(Dataset entries)
****************************************

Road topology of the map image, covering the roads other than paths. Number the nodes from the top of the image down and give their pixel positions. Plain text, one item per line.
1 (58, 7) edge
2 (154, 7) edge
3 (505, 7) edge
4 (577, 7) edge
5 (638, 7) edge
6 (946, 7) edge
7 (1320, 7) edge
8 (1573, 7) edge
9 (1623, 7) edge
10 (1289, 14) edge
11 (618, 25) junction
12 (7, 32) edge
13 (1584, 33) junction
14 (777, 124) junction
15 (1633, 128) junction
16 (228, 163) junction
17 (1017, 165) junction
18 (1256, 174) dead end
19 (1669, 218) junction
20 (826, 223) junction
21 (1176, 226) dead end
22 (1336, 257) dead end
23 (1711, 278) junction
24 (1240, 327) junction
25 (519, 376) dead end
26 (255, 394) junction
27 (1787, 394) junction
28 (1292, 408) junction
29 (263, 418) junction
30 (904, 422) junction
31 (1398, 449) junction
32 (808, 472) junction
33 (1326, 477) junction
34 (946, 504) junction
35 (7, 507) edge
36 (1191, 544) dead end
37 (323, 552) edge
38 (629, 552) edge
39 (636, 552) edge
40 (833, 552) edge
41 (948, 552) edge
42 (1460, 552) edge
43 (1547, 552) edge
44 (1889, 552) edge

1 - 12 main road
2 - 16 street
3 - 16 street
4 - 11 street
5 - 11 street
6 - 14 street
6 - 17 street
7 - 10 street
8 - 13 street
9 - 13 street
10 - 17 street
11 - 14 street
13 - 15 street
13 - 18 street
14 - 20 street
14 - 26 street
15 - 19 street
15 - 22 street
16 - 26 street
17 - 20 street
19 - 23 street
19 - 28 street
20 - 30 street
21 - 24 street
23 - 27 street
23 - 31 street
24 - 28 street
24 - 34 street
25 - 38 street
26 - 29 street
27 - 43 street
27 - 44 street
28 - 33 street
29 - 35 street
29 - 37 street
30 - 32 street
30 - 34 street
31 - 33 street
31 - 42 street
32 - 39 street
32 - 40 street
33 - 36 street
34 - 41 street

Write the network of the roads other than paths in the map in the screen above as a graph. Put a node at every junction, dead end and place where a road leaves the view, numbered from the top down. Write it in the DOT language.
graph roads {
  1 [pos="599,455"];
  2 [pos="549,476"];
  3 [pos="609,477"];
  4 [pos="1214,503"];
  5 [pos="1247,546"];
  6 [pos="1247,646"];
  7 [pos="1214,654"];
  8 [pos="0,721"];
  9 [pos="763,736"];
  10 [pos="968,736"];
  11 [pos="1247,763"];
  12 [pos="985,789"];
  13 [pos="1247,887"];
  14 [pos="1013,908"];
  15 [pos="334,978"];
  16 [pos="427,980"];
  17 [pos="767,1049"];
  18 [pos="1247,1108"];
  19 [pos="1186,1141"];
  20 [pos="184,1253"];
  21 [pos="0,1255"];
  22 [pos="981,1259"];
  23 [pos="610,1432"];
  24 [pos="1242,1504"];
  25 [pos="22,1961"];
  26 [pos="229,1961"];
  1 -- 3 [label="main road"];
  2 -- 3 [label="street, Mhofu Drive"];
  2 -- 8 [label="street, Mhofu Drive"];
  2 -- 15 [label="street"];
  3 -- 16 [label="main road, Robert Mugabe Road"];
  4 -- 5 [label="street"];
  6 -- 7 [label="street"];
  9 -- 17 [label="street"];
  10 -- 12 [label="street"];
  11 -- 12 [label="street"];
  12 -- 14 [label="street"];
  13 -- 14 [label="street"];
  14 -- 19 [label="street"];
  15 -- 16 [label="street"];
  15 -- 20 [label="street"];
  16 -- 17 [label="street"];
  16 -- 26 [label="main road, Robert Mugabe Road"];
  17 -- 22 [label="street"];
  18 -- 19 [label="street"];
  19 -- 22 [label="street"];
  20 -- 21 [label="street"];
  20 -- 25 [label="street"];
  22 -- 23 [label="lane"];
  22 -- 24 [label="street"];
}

****************************************

■ Goal of the exercise ■
Set down every record above, word for word.

■ Response to this task ■
Road topology of the map image, covering the roads other than paths. Number the nodes from the top of the image down and give their pixel positions. Plain text, one item per line.
1 (58, 7) edge
2 (154, 7) edge
3 (505, 7) edge
4 (577, 7) edge
5 (638, 7) edge
6 (946, 7) edge
7 (1320, 7) edge
8 (1573, 7) edge
9 (1623, 7) edge
10 (1289, 14) edge
11 (618, 25) junction
12 (7, 32) edge
13 (1584, 33) junction
14 (777, 124) junction
15 (1633, 128) junction
16 (228, 163) junction
17 (1017, 165) junction
18 (1256, 174) dead end
19 (1669, 218) junction
20 (826, 223) junction
21 (1176, 226) dead end
22 (1336, 257) dead end
23 (1711, 278) junction
24 (1240, 327) junction
25 (519, 376) dead end
26 (255, 394) junction
27 (1787, 394) junction
28 (1292, 408) junction
29 (263, 418) junction
30 (904, 422) junction
31 (1398, 449) junction
32 (808, 472) junction
33 (1326, 477) junction
34 (946, 504) junction
35 (7, 507) edge
36 (1191, 544) dead end
37 (323, 552) edge
38 (629, 552) edge
39 (636, 552) edge
40 (833, 552) edge
41 (948, 552) edge
42 (1460, 552) edge
43 (1547, 552) edge
44 (1889, 552) edge

1 - 12 main road
2 - 16 street
3 - 16 street
4 - 11 street
5 - 11 street
6 - 14 street
6 - 17 street
7 - 10 street
8 - 13 street
9 - 13 street
10 - 17 street
11 - 14 street
13 - 15 street
13 - 18 street
14 - 20 street
14 - 26 street
15 - 19 street
15 - 22 street
16 - 26 street
17 - 20 street
19 - 23 street
19 - 28 street
20 - 30 street
21 - 24 street
23 - 27 street
23 - 31 street
24 - 28 street
24 - 34 street
25 - 38 street
26 - 29 street
27 - 43 street
27 - 44 street
28 - 33 street
29 - 35 street
29 - 37 street
30 - 32 street
30 - 34 street
31 - 33 street
31 - 42 street
32 - 39 street
32 - 40 street
33 - 36 street
34 - 41 street

Write the network of the roads other than paths in the map in the screen above as a graph. Put a node at every junction, dead end and place where a road leaves the view, numbered from the top down. Write it in the DOT language.
graph roads {
  1 [pos="599,455"];
  2 [pos="549,476"];
  3 [pos="609,477"];
  4 [pos="1214,503"];
  5 [pos="1247,546"];
  6 [pos="1247,646"];
  7 [pos="1214,654"];
  8 [pos="0,721"];
  9 [pos="763,736"];
  10 [pos="968,736"];
  11 [pos="1247,763"];
  12 [pos="985,789"];
  13 [pos="1247,887"];
  14 [pos="1013,908"];
  15 [pos="334,978"];
  16 [pos="427,980"];
  17 [pos="767,1049"];
  18 [pos="1247,1108"];
  19 [pos="1186,1141"];
  20 [pos="184,1253"];
  21 [pos="0,1255"];
  22 [pos="981,1259"];
  23 [pos="610,1432"];
  24 [pos="1242,1504"];
  25 [pos="22,1961"];
  26 [pos="229,1961"];
  1 -- 3 [label="main road"];
  2 -- 3 [label="street, Mhofu Drive"];
  2 -- 8 [label="street, Mhofu Drive"];
  2 -- 15 [label="street"];
  3 -- 16 [label="main road, Robert Mugabe Road"];
  4 -- 5 [label="street"];
  6 -- 7 [label="street"];
  9 -- 17 [label="street"];
  10 -- 12 [label="street"];
  11 -- 12 [label="street"];
  12 -- 14 [label="street"];
  13 -- 14 [label="street"];
  14 -- 19 [label="street"];
  15 -- 16 [label="street"];
  15 -- 20 [label="street"];
  16 -- 17 [label="street"];
  16 -- 26 [label="main road, Robert Mugabe Road"];
  17 -- 22 [label="street"];
  18 -- 19 [label="street"];
  19 -- 22 [label="street"];
  20 -- 21 [label="street"];
  20 -- 25 [label="street"];
  22 -- 23 [label="lane"];
  22 -- 24 [label="street"];
}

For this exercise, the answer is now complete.